====== Available data ======
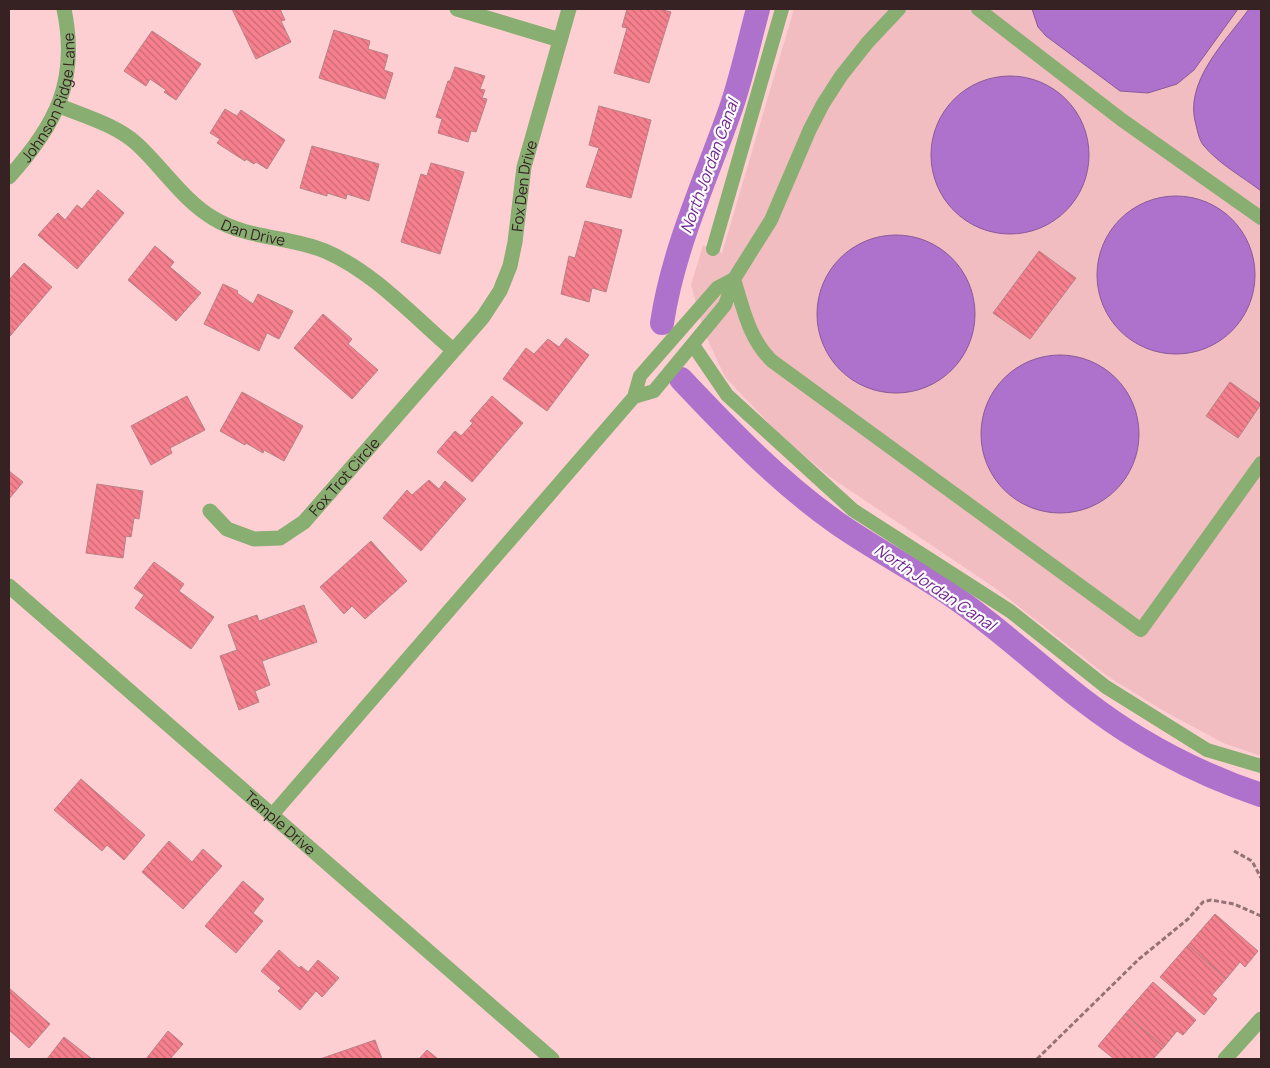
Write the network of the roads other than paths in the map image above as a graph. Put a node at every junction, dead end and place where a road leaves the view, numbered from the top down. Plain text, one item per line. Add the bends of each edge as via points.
1 (64, 9) edge
2 (456, 9) edge
3 (569, 9) edge
4 (782, 9) edge
5 (900, 9) edge
6 (978, 9) edge
7 (560, 40) junction
8 (60, 106) junction
9 (9, 177) edge
10 (1261, 218) edge
11 (713, 249) dead end
12 (734, 279) junction
13 (693, 345) junction
14 (453, 350) junction
15 (634, 397) junction
16 (1261, 463) edge
17 (210, 511) dead end
18 (9, 586) edge
19 (1261, 766) edge
20 (272, 815) junction
21 (1261, 1019) edge
22 (551, 1059) edge
23 (1225, 1059) edge

1 - 8 street, Johnson Ridge Lane via 68,46
2 - 7 street
3 - 7 street, Fox Den Drive
4 - 11 lane
5 - 12 lane via 868,42 823,104 772,220
6 - 10 lane via 1122,120
7 - 14 street, Fox Den Drive via 524,167 510,266 500,291 483,317
8 - 9 street, Johnson Ridge Lane via 48,128
8 - 14 street, Dan Drive via 110,126 136,143 190,202 213,218 238,230 323,250 348,263 375,282
12 - 13 lane via 725,305
12 - 15 lane via 717,288 640,376
12 - 16 lane via 751,333 772,361 1141,630
13 - 15 lane via 654,390
13 - 19 lane via 727,395 853,510 1010,611 1106,687 1207,750
14 - 17 street, Fox Trot Circle via 304,522 280,538 254,539 227,529
15 - 20 lane
18 - 20 street, Temple Drive
20 - 22 street, Temple Drive
21 - 23 street

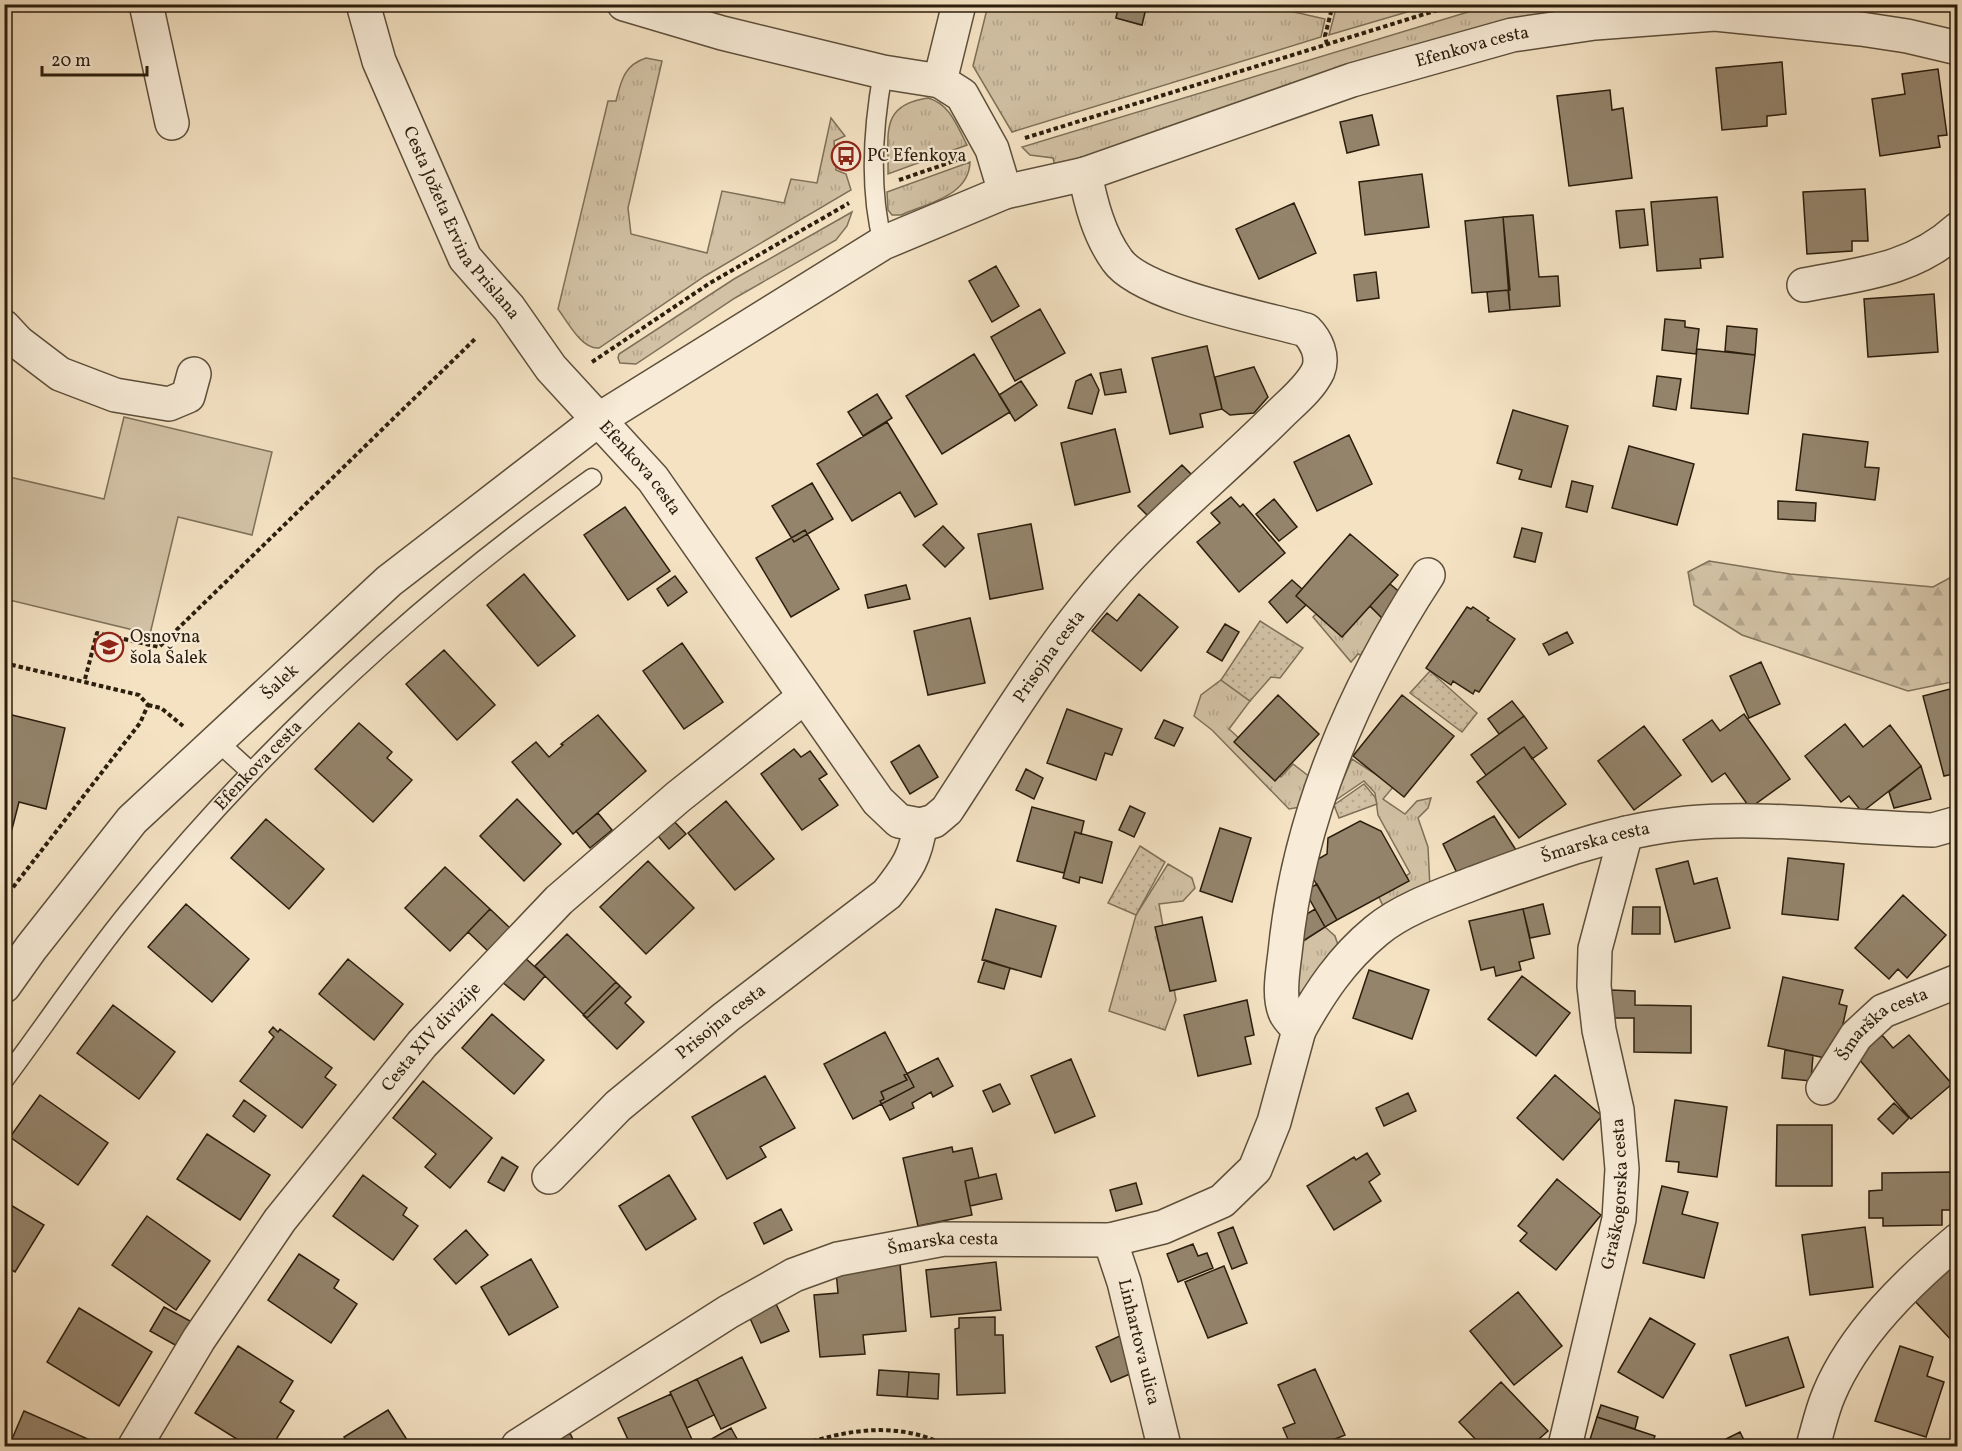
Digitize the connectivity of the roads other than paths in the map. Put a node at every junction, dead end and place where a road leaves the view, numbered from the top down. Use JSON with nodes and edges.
{"nodes":[{"id":1,"x":147,"y":4,"type":"edge"},
{"id":2,"x":363,"y":4,"type":"edge"},
{"id":3,"x":624,"y":4,"type":"edge"},
{"id":4,"x":959,"y":4,"type":"edge"},
{"id":5,"x":1958,"y":48,"type":"edge"},
{"id":6,"x":883,"y":72,"type":"junction"},
{"id":7,"x":940,"y":81,"type":"junction"},
{"id":8,"x":172,"y":123,"type":"dead end"},
{"id":9,"x":1085,"y":174,"type":"junction"},
{"id":10,"x":1005,"y":192,"type":"junction"},
{"id":11,"x":1958,"y":229,"type":"edge"},
{"id":12,"x":883,"y":243,"type":"junction"},
{"id":13,"x":1804,"y":285,"type":"dead end"},
{"id":14,"x":4,"y":327,"type":"edge"},
{"id":15,"x":194,"y":374,"type":"dead end"},
{"id":16,"x":598,"y":420,"type":"junction"},
{"id":17,"x":592,"y":478,"type":"dead end"},
{"id":18,"x":1428,"y":575,"type":"dead end"},
{"id":19,"x":804,"y":697,"type":"junction"},
{"id":20,"x":218,"y":742,"type":"junction"},
{"id":21,"x":251,"y":772,"type":"junction"},
{"id":22,"x":1958,"y":824,"type":"edge"},
{"id":23,"x":920,"y":825,"type":"junction"},
{"id":24,"x":1626,"y":833,"type":"junction"},
{"id":25,"x":1958,"y":981,"type":"edge"},
{"id":26,"x":4,"y":986,"type":"edge"},
{"id":27,"x":1299,"y":1030,"type":"junction"},
{"id":28,"x":4,"y":1080,"type":"edge"},
{"id":29,"x":1823,"y":1088,"type":"dead end"},
{"id":30,"x":549,"y":1177,"type":"dead end"},
{"id":31,"x":1110,"y":1240,"type":"junction"},
{"id":32,"x":1958,"y":1240,"type":"edge"},
{"id":33,"x":135,"y":1446,"type":"edge"},
{"id":34,"x":518,"y":1446,"type":"edge"},
{"id":35,"x":1164,"y":1446,"type":"edge"},
{"id":36,"x":1564,"y":1446,"type":"edge"},
{"id":37,"x":1813,"y":1446,"type":"edge"}],
"edges":[{"from":1,"to":8,"type":"street"},
{"from":2,"to":16,"type":"street","name":"Cesta Jožeta Ervina Prislana"},
{"from":3,"to":6,"type":"street"},
{"from":4,"to":7,"type":"street"},
{"from":5,"to":9,"type":"street","name":"Efenkova cesta"},
{"from":6,"to":7,"type":"street"},
{"from":6,"to":12,"type":"lane"},
{"from":7,"to":10,"type":"street"},
{"from":9,"to":10,"type":"street","name":"Efenkova cesta"},
{"from":9,"to":23,"type":"street","name":"Prisojna cesta"},
{"from":10,"to":12,"type":"street","name":"Efenkova cesta"},
{"from":11,"to":13,"type":"street"},
{"from":12,"to":16,"type":"street","name":"Efenkova cesta"},
{"from":14,"to":15,"type":"street"},
{"from":16,"to":19,"type":"street","name":"Efenkova cesta"},
{"from":16,"to":20,"type":"street","name":"Šalek"},
{"from":17,"to":21,"type":"lane","name":"Efenkova cesta"},
{"from":18,"to":27,"type":"street"},
{"from":19,"to":23,"type":"street","name":"Efenkova cesta"},
{"from":19,"to":33,"type":"street","name":"Cesta XIV divizije"},
{"from":20,"to":21,"type":"lane"},
{"from":20,"to":26,"type":"street","name":"Šalek"},
{"from":21,"to":28,"type":"lane","name":"Efenkova cesta"},
{"from":22,"to":24,"type":"street","name":"Šmarska cesta"},
{"from":23,"to":30,"type":"street","name":"Prisojna cesta"},
{"from":24,"to":27,"type":"street","name":"Šmarska cesta"},
{"from":24,"to":36,"type":"street","name":"Graškogorska cesta"},
{"from":25,"to":29,"type":"street","name":"Šmarška cesta"},
{"from":27,"to":31,"type":"street","name":"Šmarska cesta"},
{"from":31,"to":34,"type":"street","name":"Šmarska cesta"},
{"from":31,"to":35,"type":"street","name":"Linhartova ulica"},
{"from":32,"to":37,"type":"street"}]}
======
• Aim of the exercise
Each line above that contains "Ridge" must be copied out.

• Output below
1 - 8 street, Johnson Ridge Lane via 68,46
8 - 9 street, Johnson Ridge Lane via 48,128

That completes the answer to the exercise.